Poet in Residence said...

Oh dear.
I was so looking forward to it. They showed the trailer last week when I went to see Michael Moore's new film which I thought was a courageous piece of journalism - especially the courage shown by those who refused to budge from the closed-down factory and who re-occupied the bank-owned home. Following the film I stumbled across the interesting statistic that the bankers, who never seem to learn, were up to $2,000 in hock to every person on the planet. The image of Moore with his crime scene tape fastened across the forecourt of the Bank of America and his megaphone pronouncement 'A crime has been committed here. I have come to make a citizens-arrest,' will stay with me forever. One day the truth will out. Meanwhile the homeless and jobless, the people of New Orleans, the people of Flint, the people of Obama, will do what they can.

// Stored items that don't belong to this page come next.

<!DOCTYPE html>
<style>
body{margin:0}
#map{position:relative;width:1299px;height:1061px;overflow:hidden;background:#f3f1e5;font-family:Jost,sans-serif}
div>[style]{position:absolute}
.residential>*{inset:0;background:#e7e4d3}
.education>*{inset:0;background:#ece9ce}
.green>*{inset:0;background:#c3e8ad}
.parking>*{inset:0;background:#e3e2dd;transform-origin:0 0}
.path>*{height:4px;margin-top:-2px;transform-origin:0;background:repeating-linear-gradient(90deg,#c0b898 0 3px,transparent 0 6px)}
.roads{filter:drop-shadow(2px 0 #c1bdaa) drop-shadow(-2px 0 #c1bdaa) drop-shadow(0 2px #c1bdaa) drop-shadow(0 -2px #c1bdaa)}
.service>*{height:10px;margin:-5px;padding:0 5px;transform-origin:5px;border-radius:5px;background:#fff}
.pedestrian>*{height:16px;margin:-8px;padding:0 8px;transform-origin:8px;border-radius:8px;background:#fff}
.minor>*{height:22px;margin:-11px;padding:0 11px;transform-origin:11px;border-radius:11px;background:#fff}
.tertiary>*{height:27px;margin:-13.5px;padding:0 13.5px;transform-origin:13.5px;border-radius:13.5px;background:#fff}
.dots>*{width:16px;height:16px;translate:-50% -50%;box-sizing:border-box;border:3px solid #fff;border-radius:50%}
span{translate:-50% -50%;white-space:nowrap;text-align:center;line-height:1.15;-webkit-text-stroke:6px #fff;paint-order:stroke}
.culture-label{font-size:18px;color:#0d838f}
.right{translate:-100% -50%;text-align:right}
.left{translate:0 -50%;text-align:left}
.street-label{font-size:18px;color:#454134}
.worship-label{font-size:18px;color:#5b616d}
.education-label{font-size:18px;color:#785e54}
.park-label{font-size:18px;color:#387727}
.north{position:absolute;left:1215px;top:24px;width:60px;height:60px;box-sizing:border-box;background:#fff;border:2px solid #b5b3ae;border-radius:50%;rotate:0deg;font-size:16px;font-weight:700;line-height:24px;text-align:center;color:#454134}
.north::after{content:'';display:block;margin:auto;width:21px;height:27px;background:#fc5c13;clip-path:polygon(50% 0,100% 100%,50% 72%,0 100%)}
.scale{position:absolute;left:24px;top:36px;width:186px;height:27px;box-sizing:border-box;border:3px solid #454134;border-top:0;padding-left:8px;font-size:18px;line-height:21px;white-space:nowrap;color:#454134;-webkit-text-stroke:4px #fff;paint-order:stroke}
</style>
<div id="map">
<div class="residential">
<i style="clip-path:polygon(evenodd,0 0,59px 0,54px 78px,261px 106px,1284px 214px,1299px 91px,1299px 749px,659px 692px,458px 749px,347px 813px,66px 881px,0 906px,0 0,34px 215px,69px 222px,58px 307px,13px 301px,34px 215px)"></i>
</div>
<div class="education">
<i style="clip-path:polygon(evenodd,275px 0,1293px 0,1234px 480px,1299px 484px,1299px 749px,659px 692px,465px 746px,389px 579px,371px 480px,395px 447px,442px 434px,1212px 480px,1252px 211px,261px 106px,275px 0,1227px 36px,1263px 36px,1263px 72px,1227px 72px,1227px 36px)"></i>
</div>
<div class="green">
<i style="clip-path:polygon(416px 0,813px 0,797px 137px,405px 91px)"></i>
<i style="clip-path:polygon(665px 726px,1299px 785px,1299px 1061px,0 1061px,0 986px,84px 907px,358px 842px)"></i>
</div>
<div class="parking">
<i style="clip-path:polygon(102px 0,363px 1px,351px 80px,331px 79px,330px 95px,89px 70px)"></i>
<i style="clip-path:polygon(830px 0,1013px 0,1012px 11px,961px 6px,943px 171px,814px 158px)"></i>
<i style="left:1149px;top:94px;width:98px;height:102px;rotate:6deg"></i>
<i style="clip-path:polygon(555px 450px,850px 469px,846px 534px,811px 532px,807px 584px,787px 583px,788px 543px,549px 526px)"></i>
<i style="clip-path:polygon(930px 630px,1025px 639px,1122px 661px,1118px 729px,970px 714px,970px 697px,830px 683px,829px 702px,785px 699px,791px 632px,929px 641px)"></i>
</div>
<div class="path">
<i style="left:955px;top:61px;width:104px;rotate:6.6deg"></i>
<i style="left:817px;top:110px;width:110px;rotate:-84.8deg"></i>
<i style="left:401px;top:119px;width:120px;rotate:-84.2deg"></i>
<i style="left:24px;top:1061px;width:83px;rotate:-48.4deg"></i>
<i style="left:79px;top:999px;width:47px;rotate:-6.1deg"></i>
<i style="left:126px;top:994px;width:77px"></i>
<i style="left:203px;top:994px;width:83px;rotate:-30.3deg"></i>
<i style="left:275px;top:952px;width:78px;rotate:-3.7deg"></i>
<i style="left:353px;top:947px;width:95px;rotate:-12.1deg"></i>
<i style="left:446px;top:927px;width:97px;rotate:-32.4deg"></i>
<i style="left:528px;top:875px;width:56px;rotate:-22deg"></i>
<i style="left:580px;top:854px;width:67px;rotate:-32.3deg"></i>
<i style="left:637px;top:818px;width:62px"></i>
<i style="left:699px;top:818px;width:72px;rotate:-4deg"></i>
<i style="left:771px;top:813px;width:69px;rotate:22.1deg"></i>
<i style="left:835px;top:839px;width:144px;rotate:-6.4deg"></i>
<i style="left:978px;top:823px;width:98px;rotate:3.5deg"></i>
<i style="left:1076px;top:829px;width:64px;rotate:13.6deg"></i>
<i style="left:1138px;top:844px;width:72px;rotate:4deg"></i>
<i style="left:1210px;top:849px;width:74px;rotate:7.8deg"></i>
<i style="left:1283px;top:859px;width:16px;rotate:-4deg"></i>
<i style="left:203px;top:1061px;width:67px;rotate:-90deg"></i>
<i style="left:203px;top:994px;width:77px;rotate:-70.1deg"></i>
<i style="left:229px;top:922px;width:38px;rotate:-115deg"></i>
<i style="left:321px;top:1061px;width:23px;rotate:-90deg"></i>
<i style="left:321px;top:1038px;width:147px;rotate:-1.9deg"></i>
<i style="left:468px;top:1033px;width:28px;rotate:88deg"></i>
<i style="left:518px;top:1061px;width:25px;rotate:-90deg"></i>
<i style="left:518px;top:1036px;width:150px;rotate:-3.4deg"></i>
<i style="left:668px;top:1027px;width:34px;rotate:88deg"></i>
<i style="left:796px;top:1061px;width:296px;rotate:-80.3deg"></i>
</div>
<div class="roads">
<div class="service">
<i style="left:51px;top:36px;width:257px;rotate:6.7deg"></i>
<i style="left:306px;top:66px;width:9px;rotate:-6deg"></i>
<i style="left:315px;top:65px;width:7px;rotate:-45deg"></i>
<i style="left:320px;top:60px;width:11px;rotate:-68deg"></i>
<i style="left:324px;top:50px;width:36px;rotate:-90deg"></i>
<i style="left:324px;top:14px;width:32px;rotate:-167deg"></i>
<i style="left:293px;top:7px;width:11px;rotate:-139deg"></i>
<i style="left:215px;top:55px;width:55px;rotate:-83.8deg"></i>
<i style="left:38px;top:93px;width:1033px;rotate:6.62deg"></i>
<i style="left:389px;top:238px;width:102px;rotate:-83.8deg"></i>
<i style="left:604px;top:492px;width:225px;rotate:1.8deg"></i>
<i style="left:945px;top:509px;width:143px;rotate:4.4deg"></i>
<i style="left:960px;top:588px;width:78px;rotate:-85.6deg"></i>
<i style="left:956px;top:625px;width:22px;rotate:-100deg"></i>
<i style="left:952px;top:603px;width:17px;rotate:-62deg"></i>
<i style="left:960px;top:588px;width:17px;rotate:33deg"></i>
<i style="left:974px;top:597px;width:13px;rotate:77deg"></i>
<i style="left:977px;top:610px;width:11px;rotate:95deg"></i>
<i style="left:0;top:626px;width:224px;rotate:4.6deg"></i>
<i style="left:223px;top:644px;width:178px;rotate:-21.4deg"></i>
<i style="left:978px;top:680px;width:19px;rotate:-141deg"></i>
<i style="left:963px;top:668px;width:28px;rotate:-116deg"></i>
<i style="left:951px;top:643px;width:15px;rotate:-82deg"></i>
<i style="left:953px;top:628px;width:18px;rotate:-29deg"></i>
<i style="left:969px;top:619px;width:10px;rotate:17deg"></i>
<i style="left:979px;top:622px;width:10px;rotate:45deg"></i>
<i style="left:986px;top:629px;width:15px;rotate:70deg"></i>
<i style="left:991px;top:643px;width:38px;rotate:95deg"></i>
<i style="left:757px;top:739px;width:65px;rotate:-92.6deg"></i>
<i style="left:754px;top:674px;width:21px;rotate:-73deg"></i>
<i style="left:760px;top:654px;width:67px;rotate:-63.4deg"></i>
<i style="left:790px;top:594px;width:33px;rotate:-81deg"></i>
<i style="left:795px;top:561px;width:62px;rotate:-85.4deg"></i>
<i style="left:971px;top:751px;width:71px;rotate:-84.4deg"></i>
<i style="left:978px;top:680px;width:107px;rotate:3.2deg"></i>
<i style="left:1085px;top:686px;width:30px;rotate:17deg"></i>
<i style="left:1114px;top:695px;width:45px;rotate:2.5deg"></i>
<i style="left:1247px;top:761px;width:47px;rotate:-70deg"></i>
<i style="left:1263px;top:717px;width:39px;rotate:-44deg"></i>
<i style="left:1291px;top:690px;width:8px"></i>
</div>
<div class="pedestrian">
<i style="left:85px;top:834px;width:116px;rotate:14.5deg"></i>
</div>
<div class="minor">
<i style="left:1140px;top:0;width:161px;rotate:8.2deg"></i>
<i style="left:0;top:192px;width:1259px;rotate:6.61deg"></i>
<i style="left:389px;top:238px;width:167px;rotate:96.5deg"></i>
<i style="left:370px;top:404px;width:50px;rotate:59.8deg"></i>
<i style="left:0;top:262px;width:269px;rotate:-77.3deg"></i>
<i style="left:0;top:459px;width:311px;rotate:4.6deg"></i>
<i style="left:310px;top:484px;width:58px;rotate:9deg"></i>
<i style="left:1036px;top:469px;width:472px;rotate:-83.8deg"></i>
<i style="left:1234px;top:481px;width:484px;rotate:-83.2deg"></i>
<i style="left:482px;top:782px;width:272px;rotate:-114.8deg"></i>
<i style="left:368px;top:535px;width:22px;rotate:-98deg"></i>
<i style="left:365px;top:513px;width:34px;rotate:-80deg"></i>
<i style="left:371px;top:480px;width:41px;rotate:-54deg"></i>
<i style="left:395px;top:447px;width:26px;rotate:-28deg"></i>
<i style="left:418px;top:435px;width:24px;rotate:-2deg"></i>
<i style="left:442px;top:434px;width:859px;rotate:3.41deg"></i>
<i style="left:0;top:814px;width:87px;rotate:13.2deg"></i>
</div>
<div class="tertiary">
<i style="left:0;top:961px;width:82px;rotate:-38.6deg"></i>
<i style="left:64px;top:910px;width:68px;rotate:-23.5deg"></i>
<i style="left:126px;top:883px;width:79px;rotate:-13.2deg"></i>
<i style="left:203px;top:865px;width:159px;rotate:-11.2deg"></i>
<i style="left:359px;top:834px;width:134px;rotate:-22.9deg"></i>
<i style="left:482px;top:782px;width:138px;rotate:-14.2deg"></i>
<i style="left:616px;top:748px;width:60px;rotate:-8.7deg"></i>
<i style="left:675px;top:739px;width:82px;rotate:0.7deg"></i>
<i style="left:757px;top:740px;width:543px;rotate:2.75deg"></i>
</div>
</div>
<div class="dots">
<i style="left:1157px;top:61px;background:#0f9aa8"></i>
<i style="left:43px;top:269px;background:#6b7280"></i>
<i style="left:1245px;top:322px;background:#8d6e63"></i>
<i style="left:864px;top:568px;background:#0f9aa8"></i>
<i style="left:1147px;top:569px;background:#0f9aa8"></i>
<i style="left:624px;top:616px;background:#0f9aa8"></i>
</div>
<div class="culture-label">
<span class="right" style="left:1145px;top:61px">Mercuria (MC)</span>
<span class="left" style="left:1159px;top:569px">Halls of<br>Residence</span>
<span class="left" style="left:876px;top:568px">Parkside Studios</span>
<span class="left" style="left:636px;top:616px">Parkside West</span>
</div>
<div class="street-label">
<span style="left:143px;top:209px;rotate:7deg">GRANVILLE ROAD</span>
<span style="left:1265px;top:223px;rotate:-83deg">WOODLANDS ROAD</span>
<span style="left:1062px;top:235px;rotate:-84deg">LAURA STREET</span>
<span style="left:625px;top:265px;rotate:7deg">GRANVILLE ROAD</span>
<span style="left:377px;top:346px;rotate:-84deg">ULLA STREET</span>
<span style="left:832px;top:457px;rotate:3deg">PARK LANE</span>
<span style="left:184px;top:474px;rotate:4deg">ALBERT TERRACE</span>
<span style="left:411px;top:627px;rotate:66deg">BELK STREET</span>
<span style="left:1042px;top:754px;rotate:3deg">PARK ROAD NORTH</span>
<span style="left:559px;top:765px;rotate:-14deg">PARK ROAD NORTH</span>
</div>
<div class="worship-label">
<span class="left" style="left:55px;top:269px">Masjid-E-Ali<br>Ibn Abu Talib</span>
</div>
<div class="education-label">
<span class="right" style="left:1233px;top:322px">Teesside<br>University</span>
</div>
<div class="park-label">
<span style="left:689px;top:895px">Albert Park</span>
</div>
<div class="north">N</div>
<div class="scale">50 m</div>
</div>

ps- George, before Xmas two 'experts' told me the computer was bust and I must part-exchange it for a new one. So, I went to a friend of a friend who fixed the so-called bust computer for 50 euro.
All the best to you and to C and to your Dad for 2010. And George, I never thought of your ultra-tidy system with the washing-up. I deduce that you have the clear mind of one who can understand railway station announcements. It will serve you well.
Meanwhile I go on in my darkness like a car without headlights into the unknown year.
George, I'm sure I speak for many, when I say it's been our great pleasure to savour your excellent blog and share your thoughts, visions, ideas, poems, experiences (high and low) and all the other stuff over the last 12 months. Power to your mouse!